Сам же дворец всё ещё строился: одна башня стояла в лесах, стены белела свежим камнем, а бойницы смотрели тёмными глазами. В саду, где демон спас её от наёмников, садовники постарались скрыть следы, но она знала: в корнях этих деревьев спит магия боли. Земля всё помнит. Снизу гулко донёсся голос лорда Столена, тренирующего новобранцев. Кто-то уронил меч — звон прошёл по камню и отозвался в её груди. Вирена закрыла глаза, вдохнула глубже. Это был её балкон. Её замок. Её империя. Пока она здесь — огонь жив. Она не заметила, сколько простояла, когда в тишине отозвался голос внутри.
— Ну здравствуй, Пепелка, — он прозвучал лениво, почти с усмешкой. — Стоишь на своём балконе, словно статуя трагедии. Осталось только плащ накинуть и произнести высокие слова о судьбе.
Вирена приподняла бровь.
— Пепелка? С каких это пор я для тебя Пепелка?
— С той ночи, когда я обратил сад в пепел, чтобы сохранить тебе жизнь. Маленькое пламя, слишком упрямое, чтобы исчезнуть.
— Не звучит, как похвала.
— Я и не собирался хвалить, — ответил он с насмешкой. — Это имя тебе подходит. Искра, что держит целый мир.
Она вздохнула и развернулась к стеклянным дверям. В отражении будто появилось очертание её демона.
— За словами ты точно не собираешься следить. Назвал бы хотя бы Императрицей Огня.
— Слишком длинно, — отозвался он. — А Пепелка — просто и верно. Моя Пепелка.

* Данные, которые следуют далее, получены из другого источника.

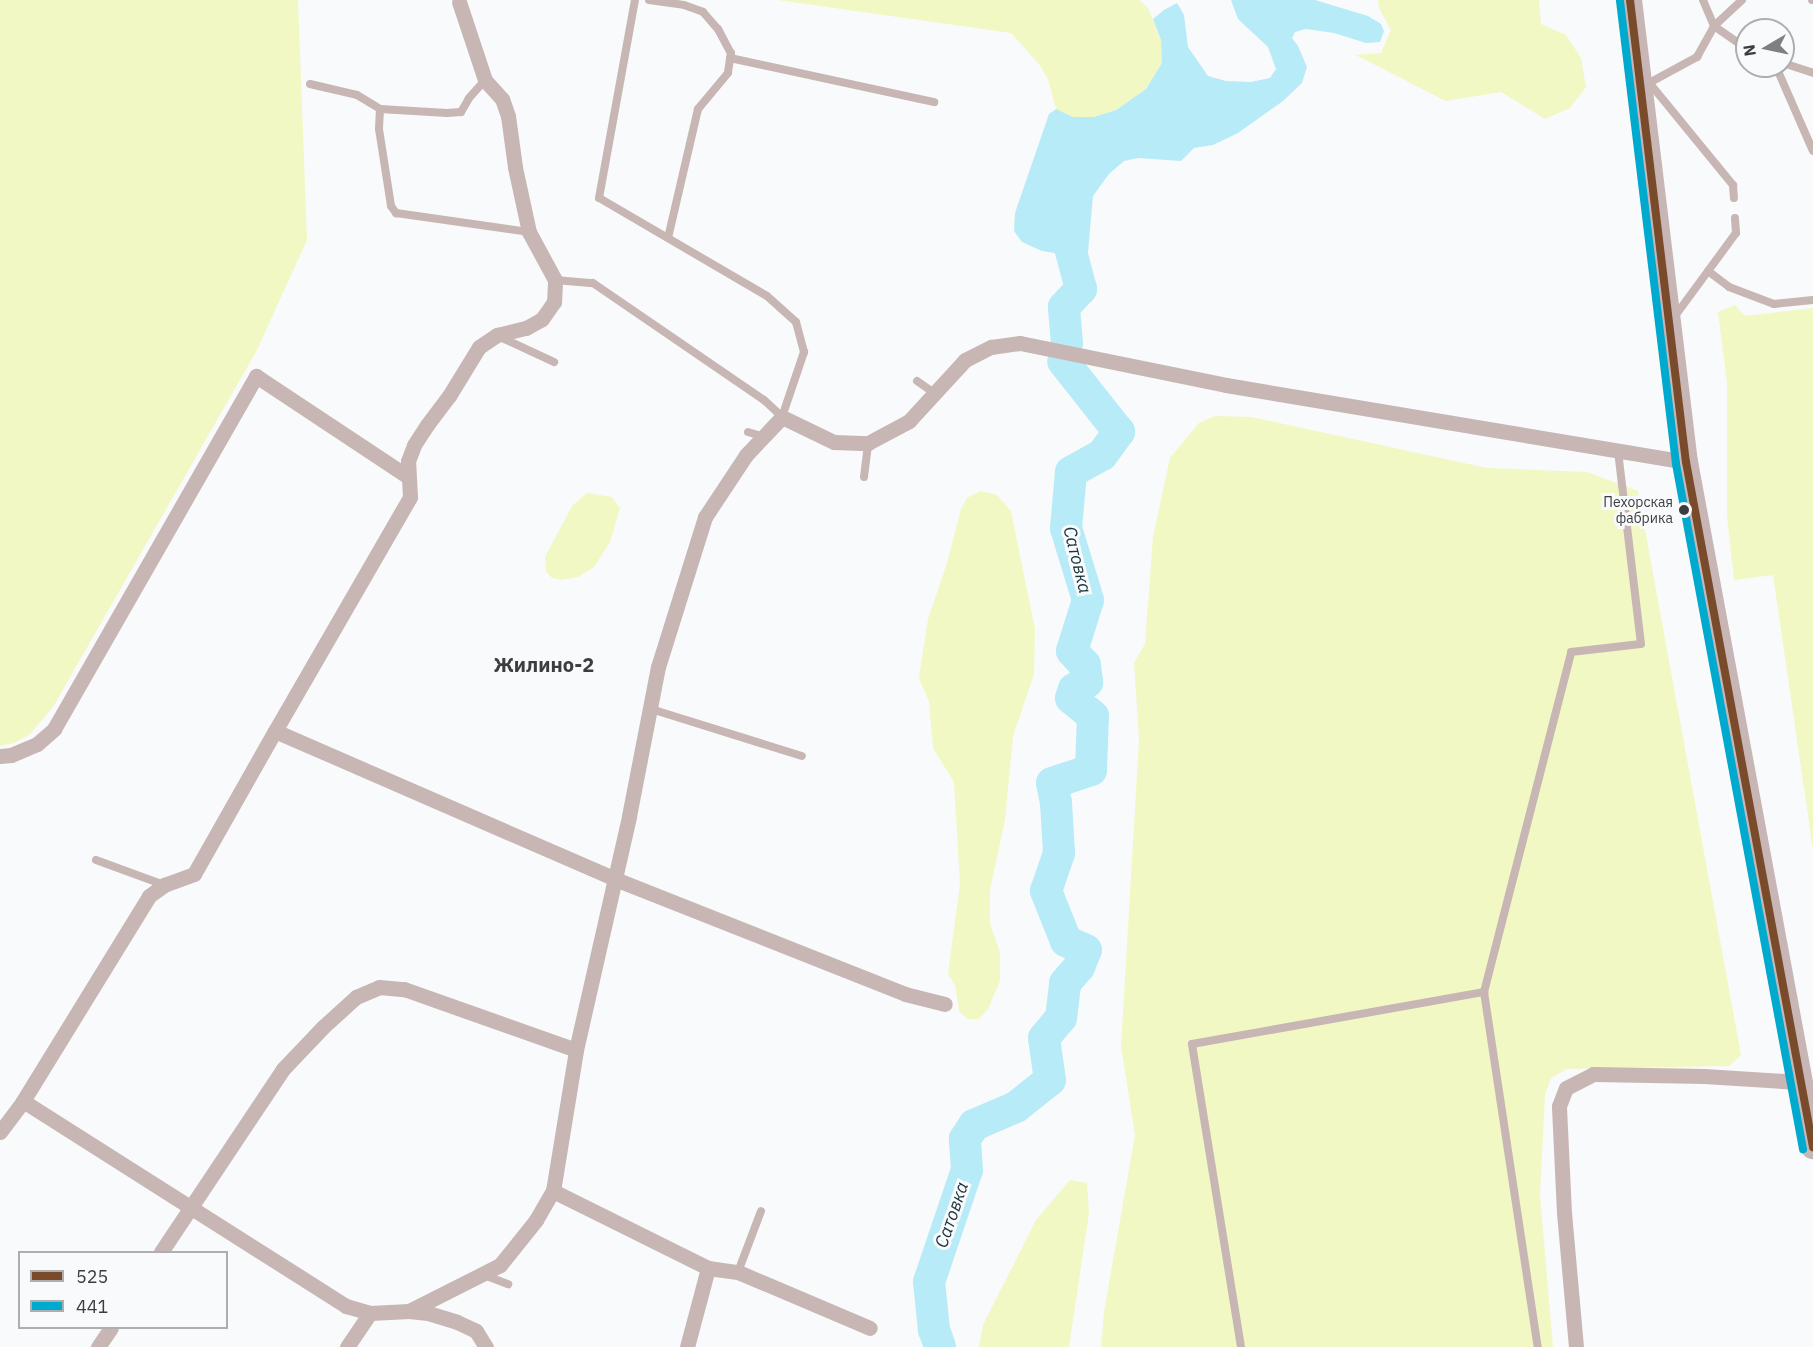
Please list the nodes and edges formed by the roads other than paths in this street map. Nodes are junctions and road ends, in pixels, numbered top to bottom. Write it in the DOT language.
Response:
graph roads {
  1 [pos="635,0"];
  2 [pos="649,0"];
  3 [pos="1630,0"];
  4 [pos="1703,0"];
  5 [pos="1742,0"];
  6 [pos="459,2"];
  7 [pos="1714,26"];
  8 [pos="1735,41"];
  9 [pos="730,57"];
  10 [pos="1795,67"];
  11 [pos="1813,73"];
  12 [pos="1643,76"];
  13 [pos="1781,78"];
  14 [pos="485,80"];
  15 [pos="310,84"];
  16 [pos="934,102"];
  17 [pos="380,109"];
  18 [pos="1813,150"];
  19 [pos="1734,198"];
  20 [pos="1735,218"];
  21 [pos="530,232"];
  22 [pos="668,238"];
  23 [pos="1708,271"];
  24 [pos="555,280"];
  25 [pos="1813,300"];
  26 [pos="1668,324"];
  27 [pos="497,335"];
  28 [pos="554,362"];
  29 [pos="917,381"];
  30 [pos="934,393"];
  31 [pos="782,417"];
  32 [pos="748,432"];
  33 [pos="764,437"];
  34 [pos="868,443"];
  35 [pos="1618,451"];
  36 [pos="1686,462"];
  37 [pos="407,476"];
  38 [pos="864,477"];
  39 [pos="651,709"];
  40 [pos="275,731"];
  41 [pos="0,756"];
  42 [pos="802,756"];
  43 [pos="96,861"];
  44 [pos="615,879"];
  45 [pos="164,885"];
  46 [pos="1484,992"];
  47 [pos="945,1004"];
  48 [pos="576,1050"];
  49 [pos="1799,1082"];
  50 [pos="23,1101"];
  51 [pos="0,1132"];
  52 [pos="1813,1147"];
  53 [pos="553,1191"];
  54 [pos="190,1209"];
  55 [pos="761,1211"];
  56 [pos="162,1251"];
  57 [pos="708,1268"];
  58 [pos="738,1272"];
  59 [pos="482,1275"];
  60 [pos="508,1284"];
  61 [pos="409,1311"];
  62 [pos="370,1313"];
  63 [pos="870,1328"];
  64 [pos="110,1329"];
  65 [pos="98,1347"];
  66 [pos="347,1347"];
  67 [pos="486,1347"];
  68 [pos="687,1347"];
  69 [pos="1241,1347"];
  70 [pos="1538,1347"];
  71 [pos="1576,1347"];
  1 -- 22 [label="lane"];
  2 -- 9 [label="lane"];
  3 -- 12 [label="main road"];
  4 -- 7 [label="lane"];
  5 -- 7 [label="lane"];
  6 -- 14 [label="street"];
  7 -- 8 [label="lane"];
  7 -- 12 [label="lane"];
  9 -- 16 [label="lane"];
  9 -- 22 [label="lane"];
  10 -- 11 [label="lane"];
  12 -- 19 [label="lane"];
  12 -- 26 [label="main road"];
  13 -- 18 [label="lane"];
  14 -- 17 [label="lane"];
  14 -- 21 [label="street"];
  15 -- 17 [label="lane"];
  17 -- 21 [label="lane"];
  20 -- 23 [label="lane"];
  21 -- 24 [label="street"];
  22 -- 31 [label="lane"];
  23 -- 25 [label="lane"];
  23 -- 26 [label="lane"];
  24 -- 27 [label="street"];
  24 -- 31 [label="lane"];
  26 -- 36 [label="main road"];
  27 -- 28 [label="lane"];
  27 -- 37 [label="street"];
  29 -- 30 [label="lane"];
  30 -- 34 [label="street"];
  30 -- 35 [label="street"];
  31 -- 33 [label="street"];
  31 -- 34 [label="street"];
  32 -- 33 [label="lane"];
  33 -- 39 [label="street"];
  34 -- 38 [label="lane"];
  35 -- 36 [label="street"];
  35 -- 46 [label="lane"];
  36 -- 49 [label="main road"];
  37 -- 40 [label="street"];
  37 -- 41 [label="street"];
  39 -- 42 [label="lane"];
  39 -- 44 [label="street"];
  40 -- 44 [label="street"];
  40 -- 45 [label="street"];
  43 -- 45 [label="lane"];
  44 -- 47 [label="street"];
  44 -- 48 [label="street"];
  45 -- 50 [label="street"];
  46 -- 69 [label="lane"];
  46 -- 70 [label="lane"];
  48 -- 53 [label="street"];
  48 -- 54 [label="street"];
  49 -- 52 [label="main road"];
  49 -- 71 [label="street"];
  50 -- 51 [label="street"];
  50 -- 54 [label="street"];
  53 -- 57 [label="street"];
  53 -- 59 [label="street"];
  54 -- 56 [label="street"];
  54 -- 62 [label="street"];
  55 -- 58 [label="lane"];
  57 -- 58 [label="street"];
  57 -- 68 [label="street"];
  58 -- 63 [label="street"];
  59 -- 60 [label="lane"];
  59 -- 61 [label="street"];
  61 -- 62 [label="street"];
  61 -- 67 [label="street"];
  62 -- 66 [label="street"];
  64 -- 65 [label="street"];
}
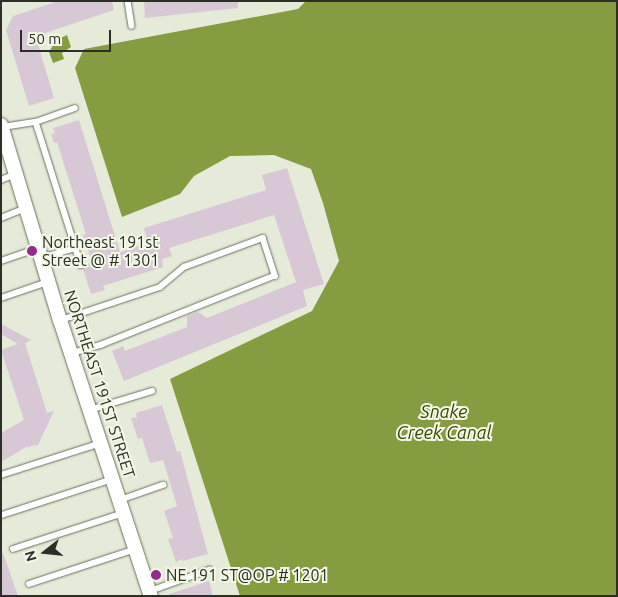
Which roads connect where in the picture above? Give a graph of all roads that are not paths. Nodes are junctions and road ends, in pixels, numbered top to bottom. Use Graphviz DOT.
graph roads {
  1 [pos="128,1"];
  2 [pos="132,26"];
  3 [pos="75,108"];
  4 [pos="36,122"];
  5 [pos="1,126"];
  6 [pos="16,174"];
  7 [pos="1,180"];
  8 [pos="26,208"];
  9 [pos="1,218"];
  10 [pos="75,248"];
  11 [pos="40,253"];
  12 [pos="1,262"];
  13 [pos="81,265"];
  14 [pos="48,282"];
  15 [pos="1,298"];
  16 [pos="60,320"];
  17 [pos="71,354"];
  18 [pos="152,391"];
  19 [pos="90,410"];
  20 [pos="101,443"];
  21 [pos="1,475"];
  22 [pos="113,479"];
  23 [pos="163,485"];
  24 [pos="122,507"];
  25 [pos="2,515"];
  26 [pos="13,549"];
  27 [pos="136,549"];
  28 [pos="209,570"];
  29 [pos="29,584"];
  30 [pos="150,593"];
  1 -- 2 [label="lane"];
  3 -- 4 [label="lane"];
  4 -- 5 [label="lane"];
  4 -- 10 [label="lane"];
  5 -- 6 [label="street, NORTHEAST 191ST STREET"];
  6 -- 7 [label="lane"];
  6 -- 8 [label="street, NORTHEAST 191ST STREET"];
  8 -- 9 [label="lane"];
  8 -- 11 [label="street, NORTHEAST 191ST STREET"];
  10 -- 11 [label="lane"];
  10 -- 13 [label="lane"];
  11 -- 12 [label="lane"];
  11 -- 14 [label="street, NORTHEAST 191ST STREET"];
  14 -- 15 [label="lane"];
  14 -- 16 [label="street, NORTHEAST 191ST STREET"];
  16 -- 17 [label="street, NORTHEAST 191ST STREET"];
  16 -- 17 [label="lane"];
  17 -- 19 [label="street, NORTHEAST 191ST STREET"];
  18 -- 19 [label="lane"];
  19 -- 20 [label="street, NORTHEAST 191ST STREET"];
  20 -- 21 [label="lane"];
  20 -- 22 [label="street, NORTHEAST 191ST STREET"];
  22 -- 24 [label="street, NORTHEAST 191ST STREET"];
  22 -- 25 [label="lane"];
  23 -- 24 [label="lane"];
  24 -- 26 [label="lane"];
  24 -- 27 [label="street, NORTHEAST 191ST STREET"];
  27 -- 29 [label="lane"];
  27 -- 30 [label="street, NORTHEAST 191ST STREET"];
  28 -- 30 [label="lane"];
}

— Я не твоя, — медленно сказала Вирена.
Внутри разлилась тишина, тянущаяся, как натянутая струна. Потом он заговорил низко и серьёзно:
— Я в твоей крови, в каждом вдохе, в каждом ударе сердца. Отними меня — и останется лишь тень. Ты можешь отрицать меня, Пепелка. Но я не откажусь от тебя. Никогда.
Её губы дрогнули в некоем подобии улыбки. Она знала: спорить с ним бесполезно. Он всегда будет рядом. Но гнев за его слова растекался у неё в душе. Вирена оттолкнулась от перил, расправив плечи, и двинулась в глубь комнаты.
А её демон продолжал — по голосу стало понятно, он не собирался отпускать:
— Всё равно моя, Пепелка. Ты можешь толкать двери, рушить стены, носить любые титулы, но внутри ты горишь моим огнём. Ты дышишь им. Ты воюешь им. Даже твоя ненависть ко мне — тоже моя.
Она остановилась на пороге. Внутри всё сжалось, словно от хватки когтей, но лицо осталось неподвижным. Только пальцы сильнее сжали ручку двери.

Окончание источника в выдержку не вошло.